The Director of Business Operations for Dalex Finance, Joe Jackson, says Ghana’s debt could be much higher than what the Bank of Ghana (BoG) announced.
The BoG on January 30, 2023, said Ghana’s total public debt stock shot up to GH¢575.7 billion at the end of November 2022.
The new debt figure brings Ghana’s debt to Gross Domestic Product (GDP) ratio to 93.5% from 75.9% in September 2022.
Speaking in an interview with Umaru Sanda Amadu on the Eyewitness News, Mr. Jackson said, “This figure means we owe a whole lot of money. If we take all the money generated in Ghana in one year by all of us, from the President to the lowest member of the public, all the money in this country, every little bit, what we owe is 93.5% of that. The debt we are ultimately liable for could be much higher than this”.
“We are indebted, we are in this country, when government borrows, it takes it to Parliament and our representatives in Parliament give their assent. Once that happens, you and I have borrowed the money. And no Ghanaian can exclude himself from this process. It’s sovereign debt, it’s debt owed by Ghana and Ghanaians,” he noted.
The Director of Business Operations for Dalex Finance said the debt servicing could take all the tax revenue generated by government.
“What scares me was a simple statement by the Minister of Finance, [Ken Ofori-Atta] at the launch of the domestic exchange programme some weeks ago. What he said was that, servicing the debt or paying the interest on Ghana’s debt takes up 70% of Ghana’s revenue–sometimes as high as 100% of all the tax revenue that the government makes goes into debt servicing.

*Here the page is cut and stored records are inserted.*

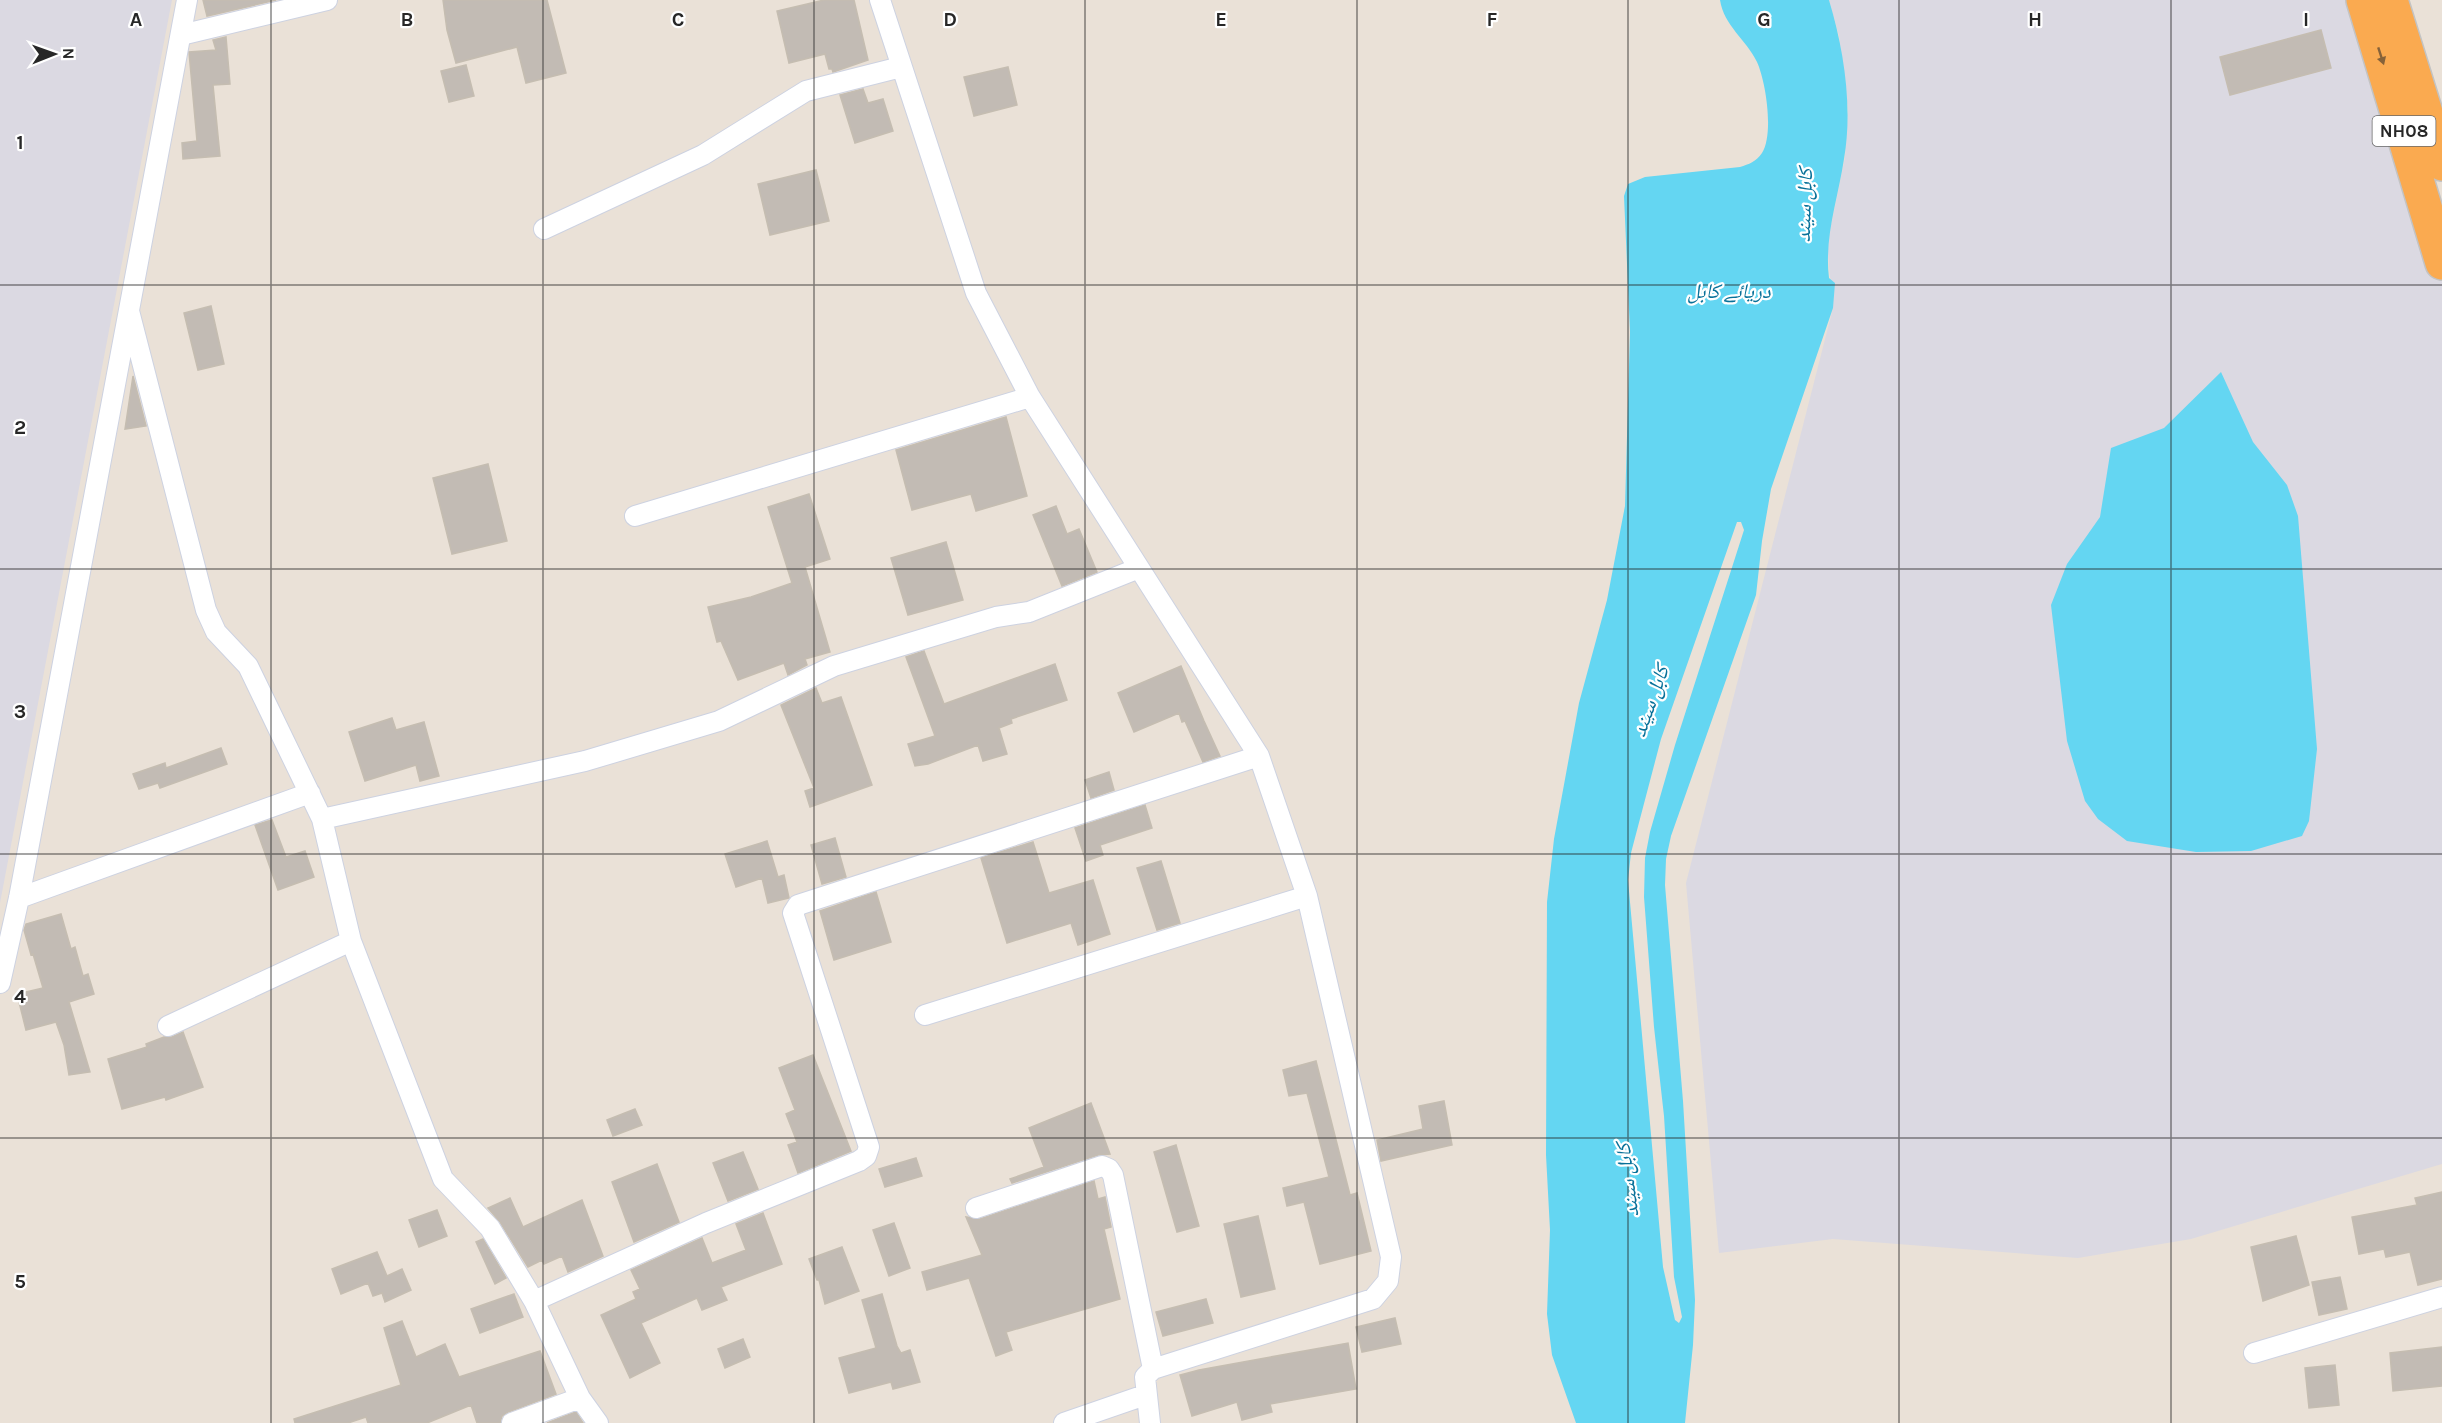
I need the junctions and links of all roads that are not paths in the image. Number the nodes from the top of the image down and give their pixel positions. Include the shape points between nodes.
1 (188, 0) edge
2 (327, 0) edge
3 (880, 0) edge
4 (2363, 0) edge
5 (2391, 0) edge
6 (181, 35) junction
7 (901, 67) junction
8 (2442, 164) edge
9 (544, 229) dead end
10 (2442, 263) edge
11 (129, 311) junction
12 (1030, 397) junction
13 (634, 516) dead end
14 (1139, 568) junction
15 (1258, 756) junction
16 (310, 794) junction
17 (322, 819) junction
18 (1307, 896) junction
19 (18, 898) junction
20 (351, 941) junction
21 (0, 983) edge
22 (925, 1015) dead end
23 (168, 1026) dead end
24 (976, 1208) dead end
25 (2442, 1297) edge
26 (534, 1302) junction
27 (2254, 1353) dead end
28 (1154, 1369) junction
29 (1145, 1395) junction
30 (580, 1398) junction
31 (512, 1423) edge
32 (598, 1423) edge
33 (1065, 1423) edge
34 (1150, 1423) edge

1 - 6 street
2 - 6 street
3 - 7 street
4 -> 10 highway, NH08
5 - 8 highway, NH08
6 - 11 street
7 - 9 street via 806,92 703,154
7 - 12 street via 976,293
11 - 16 street via 206,610 216,632 248,666
11 - 19 street
12 - 13 street
12 - 14 street
14 - 15 street
14 - 17 street via 1029,612 996,617 834,666 719,721 585,761
15 - 18 street
15 - 26 street via 798,905 793,913 869,1147 866,1156 706,1223
16 - 17 street
16 - 19 street
17 - 20 street
18 - 22 street
18 - 28 street via 1391,1257 1388,1281 1373,1299
19 - 21 street
20 - 23 street
20 - 26 street via 443,1179 490,1228
24 - 28 street via 1102,1166 1109,1169
25 - 27 street
26 - 30 street
28 - 29 street via 1144,1377
29 - 33 street
29 - 34 street
30 - 31 street
30 - 32 street

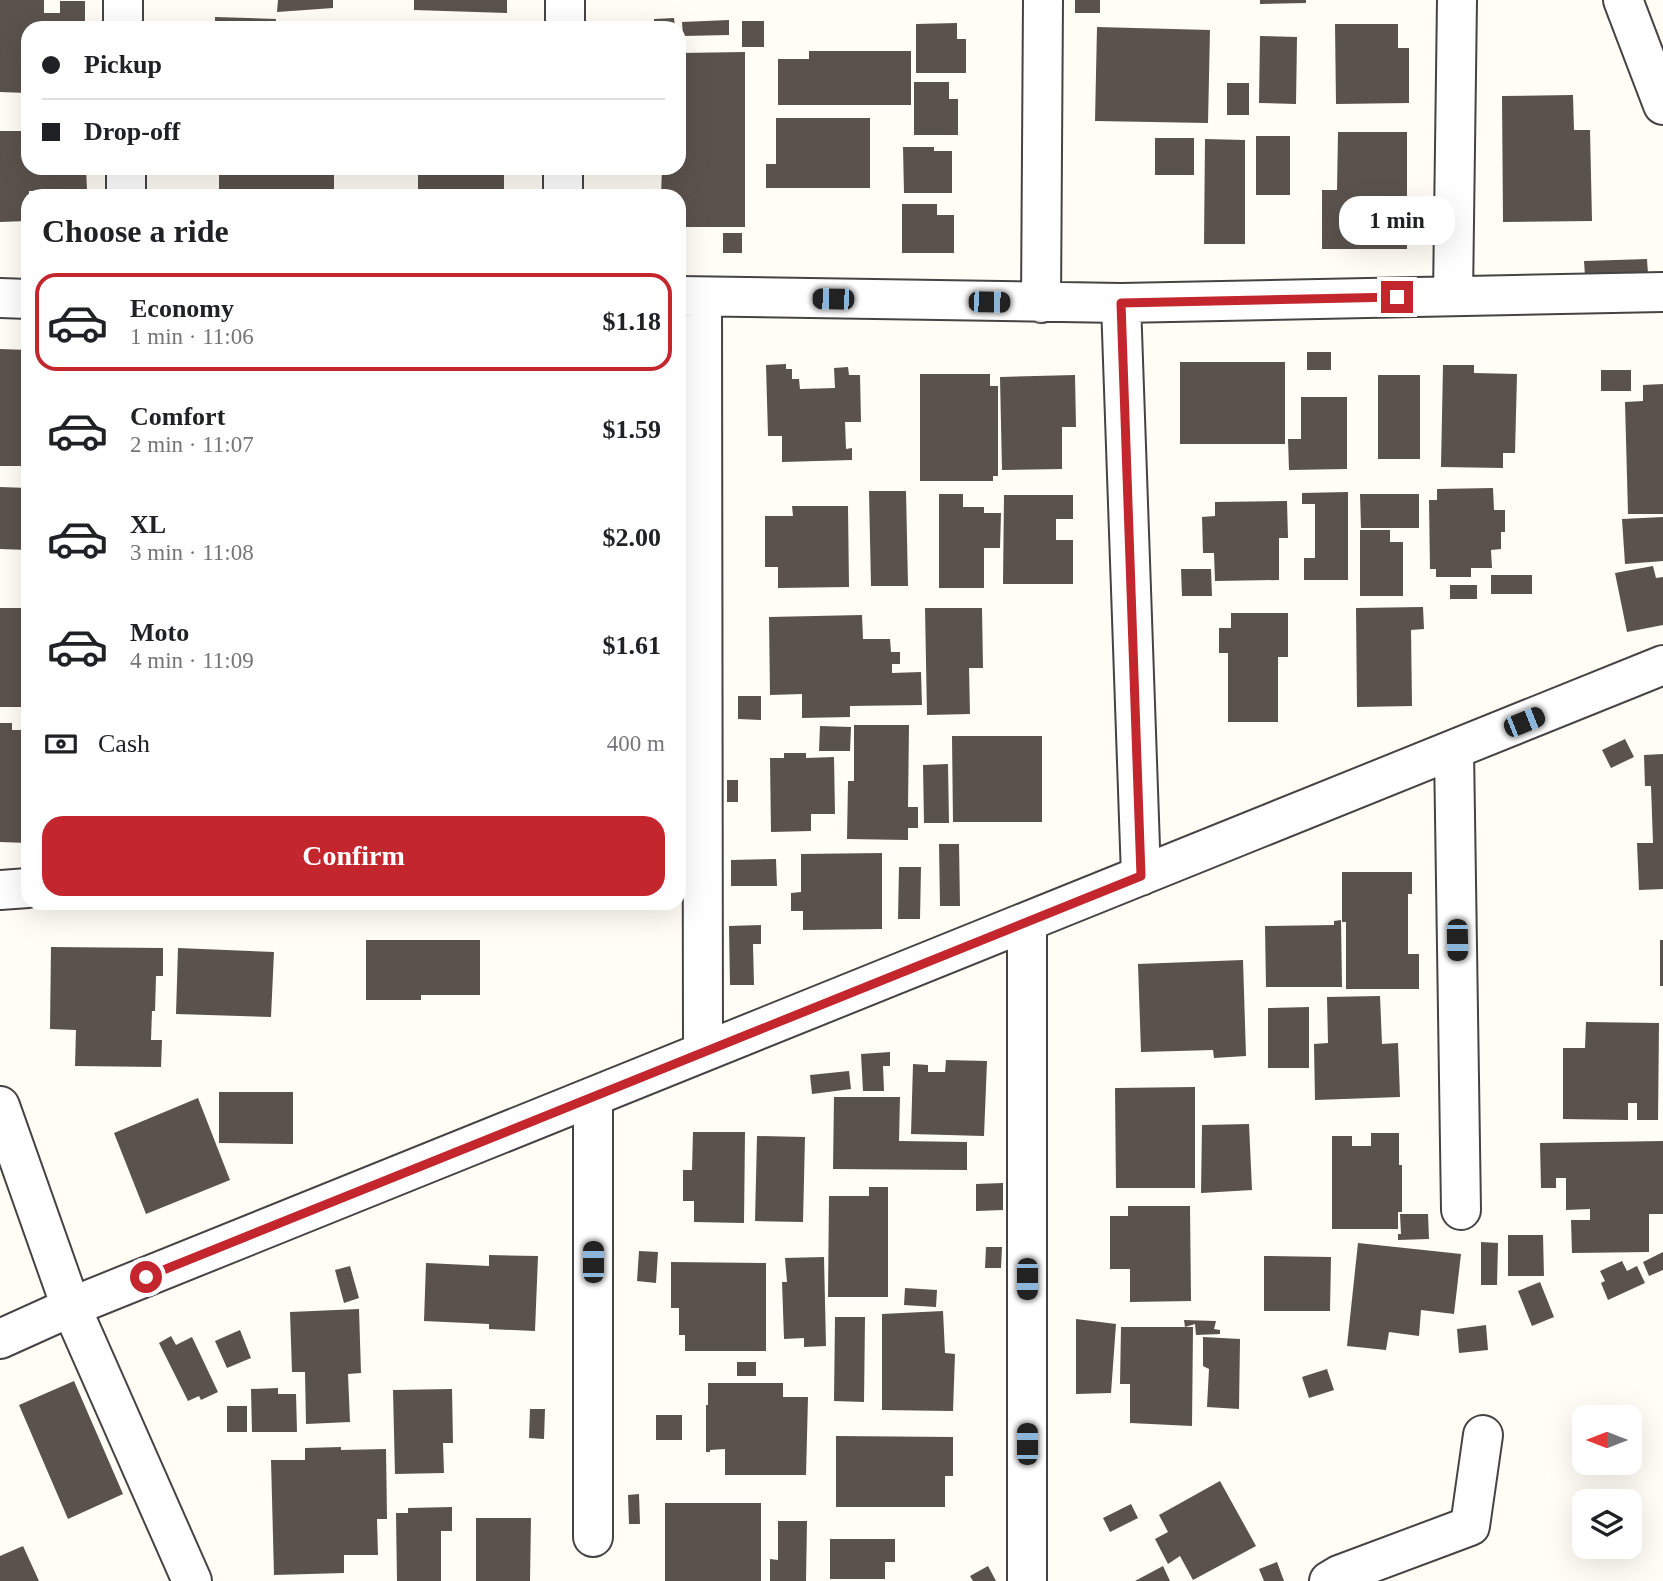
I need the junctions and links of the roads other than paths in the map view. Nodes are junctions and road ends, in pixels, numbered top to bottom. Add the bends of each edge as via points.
1 (123, 0) edge
2 (565, 0) edge
3 (1043, 0) edge
4 (1457, 0) edge
5 (1623, 0) edge
6 (123, 21) edge
7 (565, 21) edge
8 (1651, 35) edge
9 (1663, 105) edge
10 (1663, 292) edge
11 (1453, 296) junction
12 (691, 297) edge
13 (0, 298) edge
14 (21, 299) edge
15 (1041, 303) junction
16 (1121, 303) junction
17 (1663, 665) edge
18 (1454, 750) junction
19 (691, 857) edge
20 (1141, 876) junction
21 (21, 888) edge
22 (0, 890) edge
23 (1027, 923) junction
24 (703, 1052) junction
25 (593, 1097) junction
26 (0, 1106) edge
27 (1461, 1210) dead end
28 (71, 1307) junction
29 (0, 1339) edge
30 (1483, 1435) dead end
31 (593, 1537) dead end
32 (192, 1581) edge
33 (1027, 1581) edge
34 (1329, 1581) edge

1 - 6 street
2 - 7 street
3 - 15 street
4 - 11 street
5 - 8 street
8 - 9 street
10 - 11 street
11 - 16 street
12 - 15 street
12 - 19 street
13 - 14 street
15 - 16 street
16 - 20 street
17 - 18 street
18 - 20 street
18 - 27 street
19 - 24 street
20 - 23 street
21 - 22 street
23 - 24 street
23 - 33 street
24 - 25 street
25 - 28 street
25 - 31 street
26 - 28 street
28 - 29 street
28 - 32 street
30 - 34 street via 1470,1526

That should scare you more than how much we owe in total,” he stated.
He laments the interest Ghana pays on its debt as compared to other countries with higher GDP.
“To be honest with you, there are countries whose GDP are higher than Ghana, but they spend a paltry 10%, 15% of all their income servicing their debt. We are now doing 70% and sometimes as high as 100%. When you pay and pay your interest, kaput, anything else you do, you have to borrow,” Mr. Jackson cited.